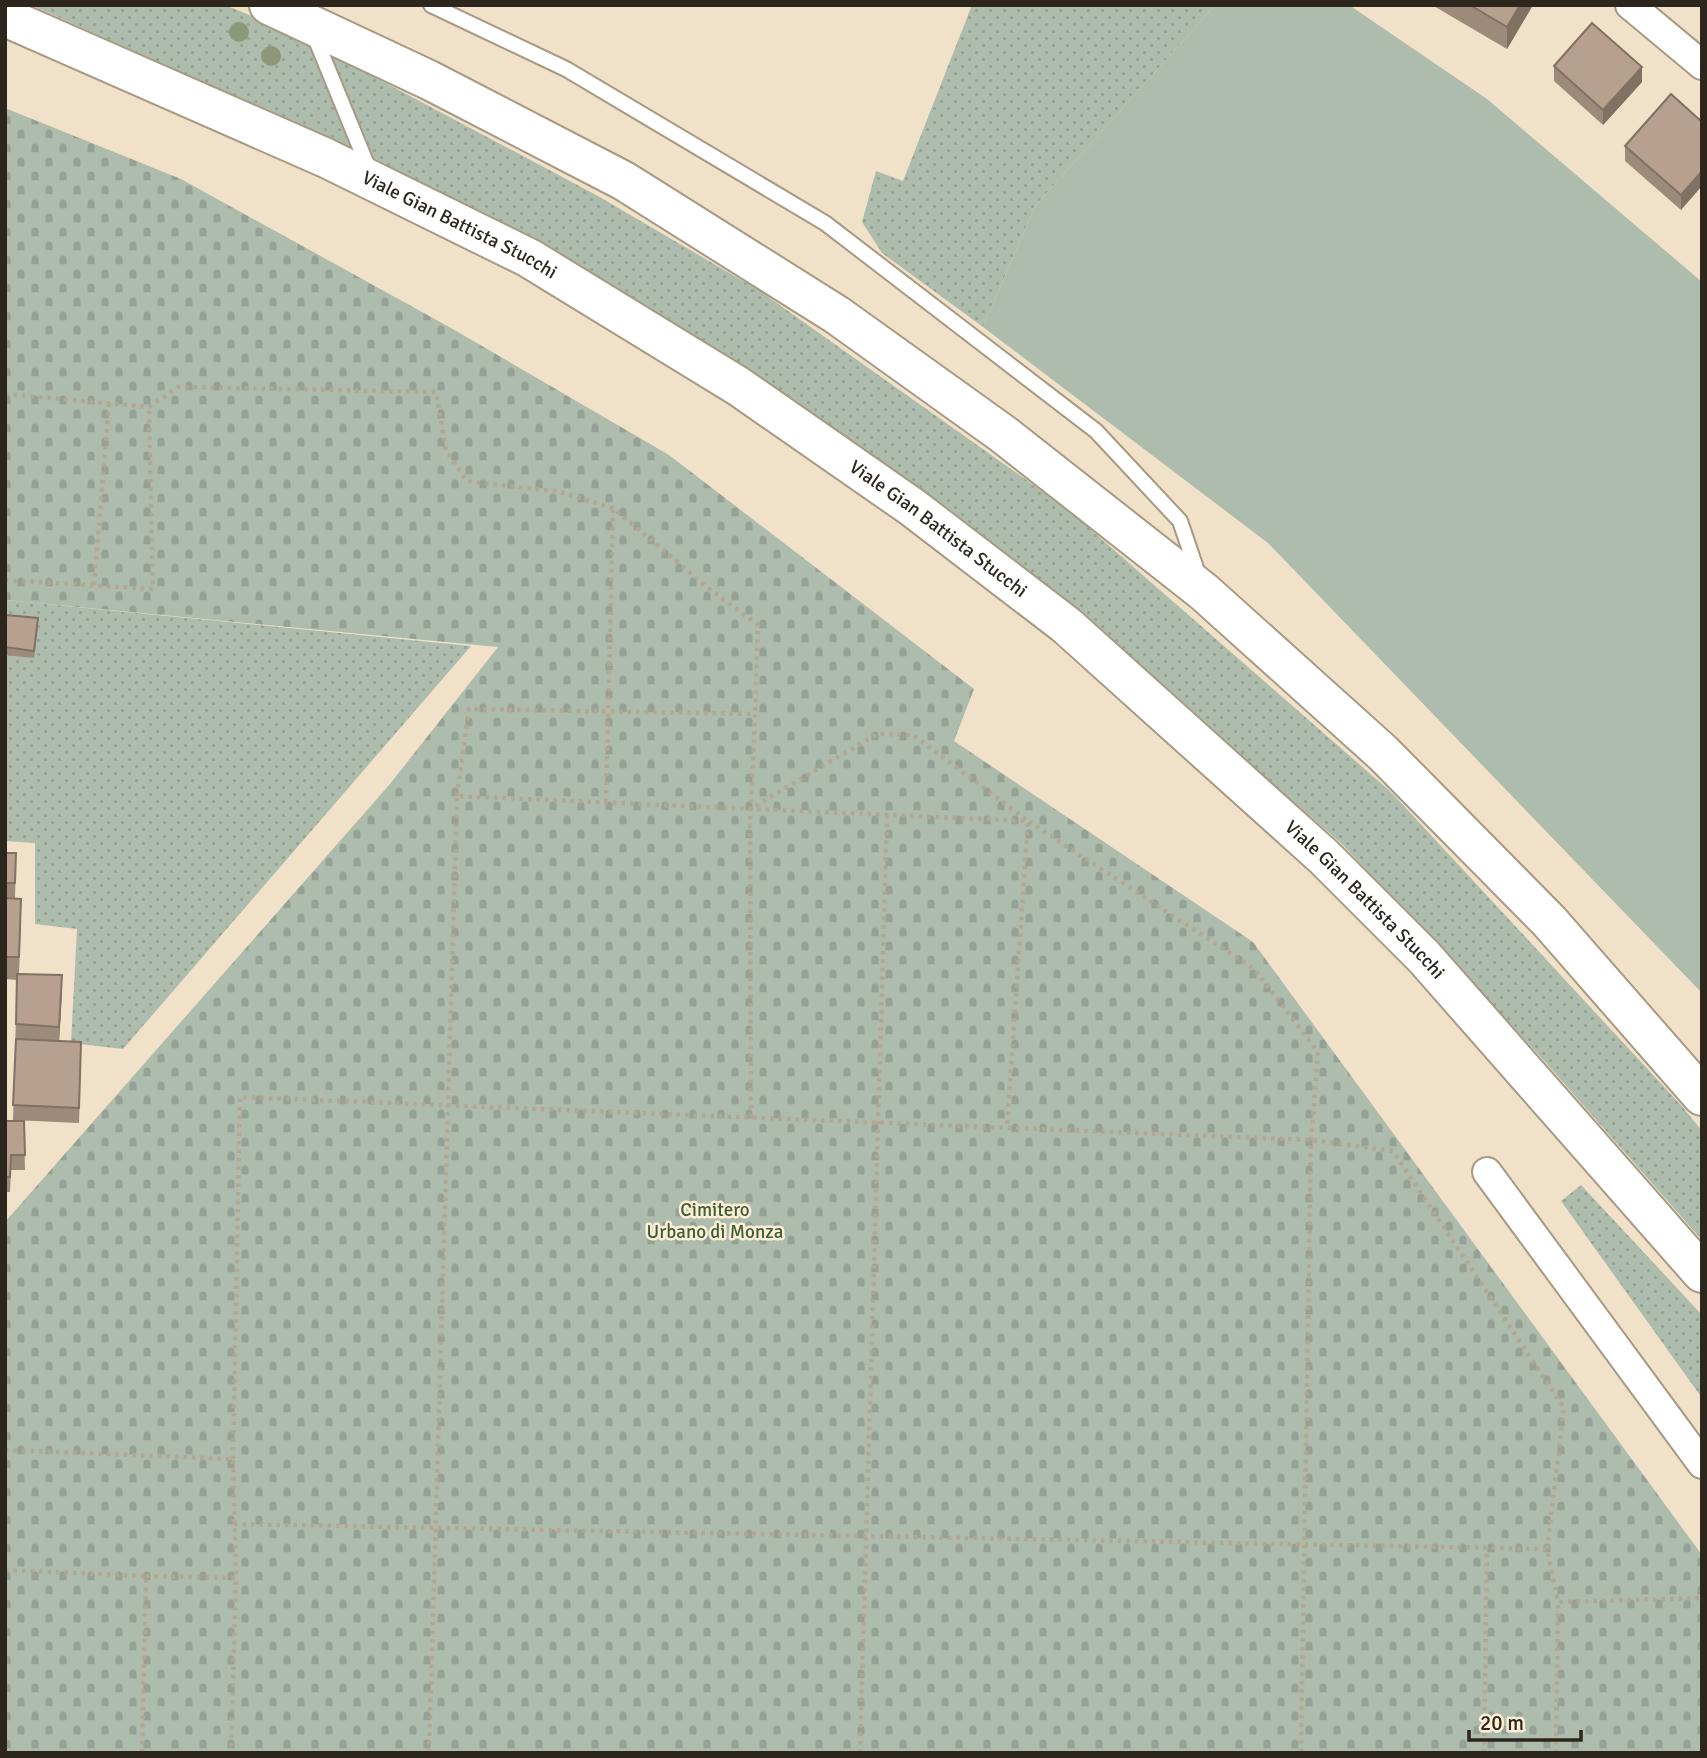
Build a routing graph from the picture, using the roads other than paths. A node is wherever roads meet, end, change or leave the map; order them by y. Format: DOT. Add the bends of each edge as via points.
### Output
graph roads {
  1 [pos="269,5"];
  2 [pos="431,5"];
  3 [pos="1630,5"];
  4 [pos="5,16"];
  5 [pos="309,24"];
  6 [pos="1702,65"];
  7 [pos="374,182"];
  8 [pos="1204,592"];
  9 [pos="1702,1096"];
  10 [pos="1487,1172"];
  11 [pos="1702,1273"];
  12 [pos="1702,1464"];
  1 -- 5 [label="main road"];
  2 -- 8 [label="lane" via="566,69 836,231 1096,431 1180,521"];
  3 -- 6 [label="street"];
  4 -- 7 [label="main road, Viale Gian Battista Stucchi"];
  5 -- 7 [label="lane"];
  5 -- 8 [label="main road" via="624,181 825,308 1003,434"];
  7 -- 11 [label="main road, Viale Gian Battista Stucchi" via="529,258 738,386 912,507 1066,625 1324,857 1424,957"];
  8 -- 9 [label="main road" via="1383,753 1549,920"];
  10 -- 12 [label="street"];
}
◇ ◇ ◇ ◇ ◇ ◇ ◇
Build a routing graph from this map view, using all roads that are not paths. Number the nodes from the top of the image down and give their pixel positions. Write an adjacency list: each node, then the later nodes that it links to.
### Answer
◇ ◇ ◇ ◇ ◇ ◇ ◇
=== What is required ===
Lines with the word "each" in them: report all of these from the listing above.

=== Answer to this problem ===
Build a routing graph from the picture, using the roads other than paths. A node is wherever roads meet, end, change or leave the map; order them by y. Format: DOT. Add the bends of each edge as via points.
Build a routing graph from this map view, using all roads that are not paths. Number the nodes from the top of the image down and give their pixel positions. Write an adjacency list: each node, then the later nodes that it links to.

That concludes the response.